WHAT THE TASK ASKS: This task calls for every entry below to be repeated exactly, without the pictures.
........
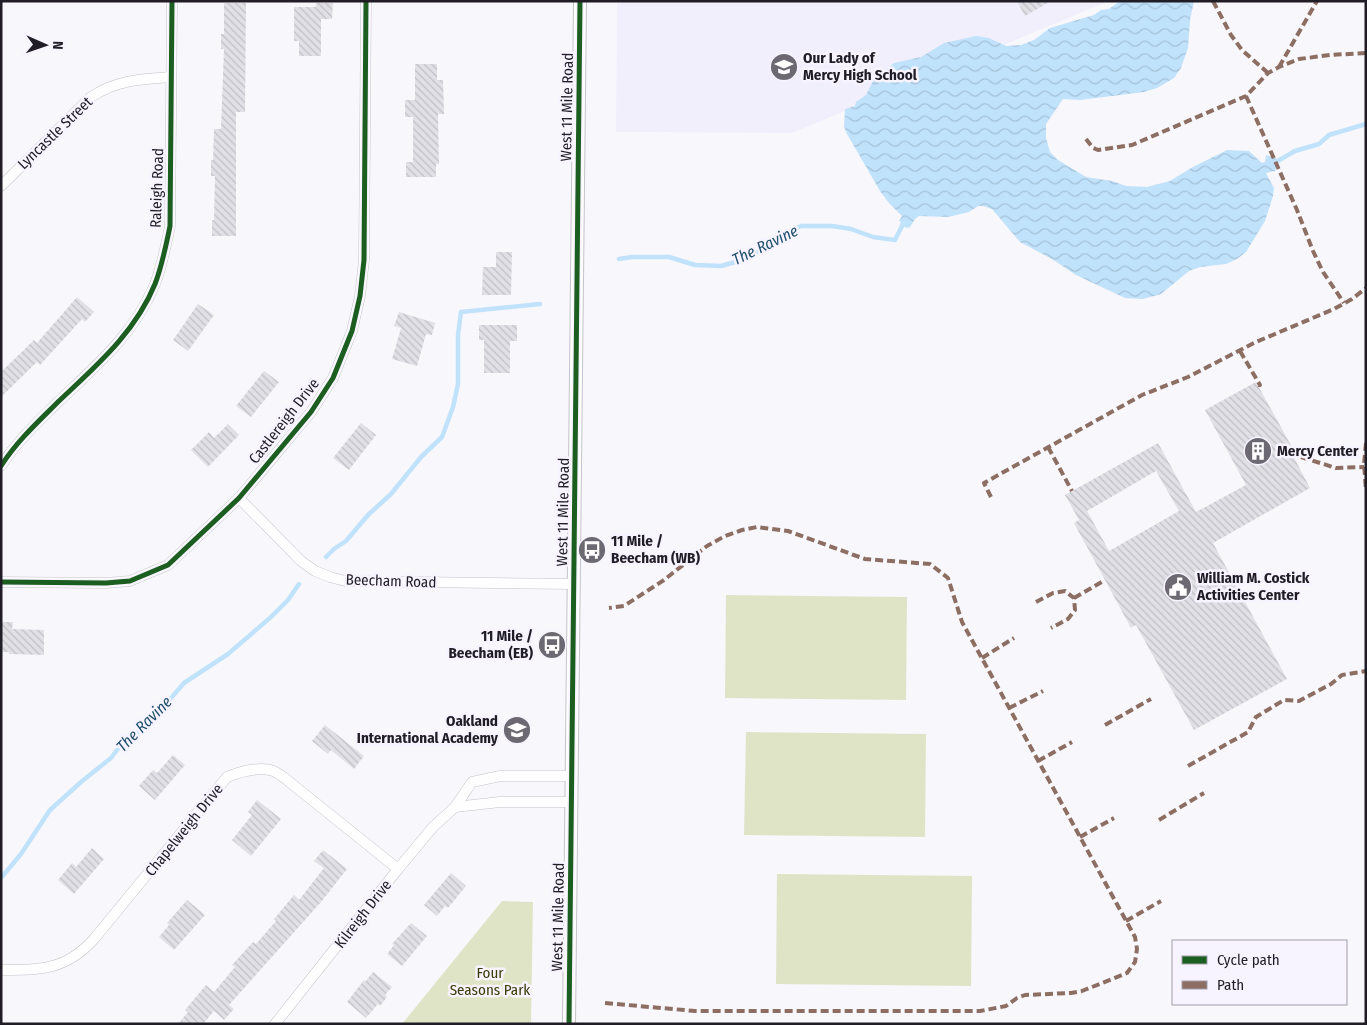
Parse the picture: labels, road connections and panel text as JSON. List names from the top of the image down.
{
  "streets": {
    "street": [
      "West 11 Mile Road",
      "Lyncastle Street",
      "Raleigh Road",
      "Castlereigh Drive",
      "Beecham Road",
      "Chapelweigh Drive",
      "Kilreigh Drive"
    ]
  },
  "crossings": [
    ["West 11 Mile Road", "Beecham Road"],
    ["West 11 Mile Road", "Kilreigh Drive"],
    ["Lyncastle Street", "Raleigh Road"],
    ["Castlereigh Drive", "Beecham Road"],
    ["Chapelweigh Drive", "Kilreigh Drive"]
  ],
  "water": ["The Ravine"],
  "parks": ["Four Seasons Park"],
  "places": {
    "school or university": ["Our Lady of Mercy High School", "Oakland International Academy"],
    "building": ["Mercy Center"],
    "bus stop": ["11 Mile / Beecham (WB)", "11 Mile / Beecham (EB)"],
    "public building": ["William M. Costick Activities Center"]
  },
  "legend": ["Cycle path", "Path"],
  "north": "right"
}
........
ANSWER FOR THE TASK:
Parse the picture: labels, road connections and panel text as JSON. List names from the top of the image down.
{
  "streets": {
    "street": [
      "West 11 Mile Road",
      "Lyncastle Street",
      "Raleigh Road",
      "Castlereigh Drive",
      "Beecham Road",
      "Chapelweigh Drive",
      "Kilreigh Drive"
    ]
  },
  "crossings": [
    ["West 11 Mile Road", "Beecham Road"],
    ["West 11 Mile Road", "Kilreigh Drive"],
    ["Lyncastle Street", "Raleigh Road"],
    ["Castlereigh Drive", "Beecham Road"],
    ["Chapelweigh Drive", "Kilreigh Drive"]
  ],
  "water": ["The Ravine"],
  "parks": ["Four Seasons Park"],
  "places": {
    "school or university": ["Our Lady of Mercy High School", "Oakland International Academy"],
    "building": ["Mercy Center"],
    "bus stop": ["11 Mile / Beecham (WB)", "11 Mile / Beecham (EB)"],
    "public building": ["William M. Costick Activities Center"]
  },
  "legend": ["Cycle path", "Path"],
  "north": "right"
}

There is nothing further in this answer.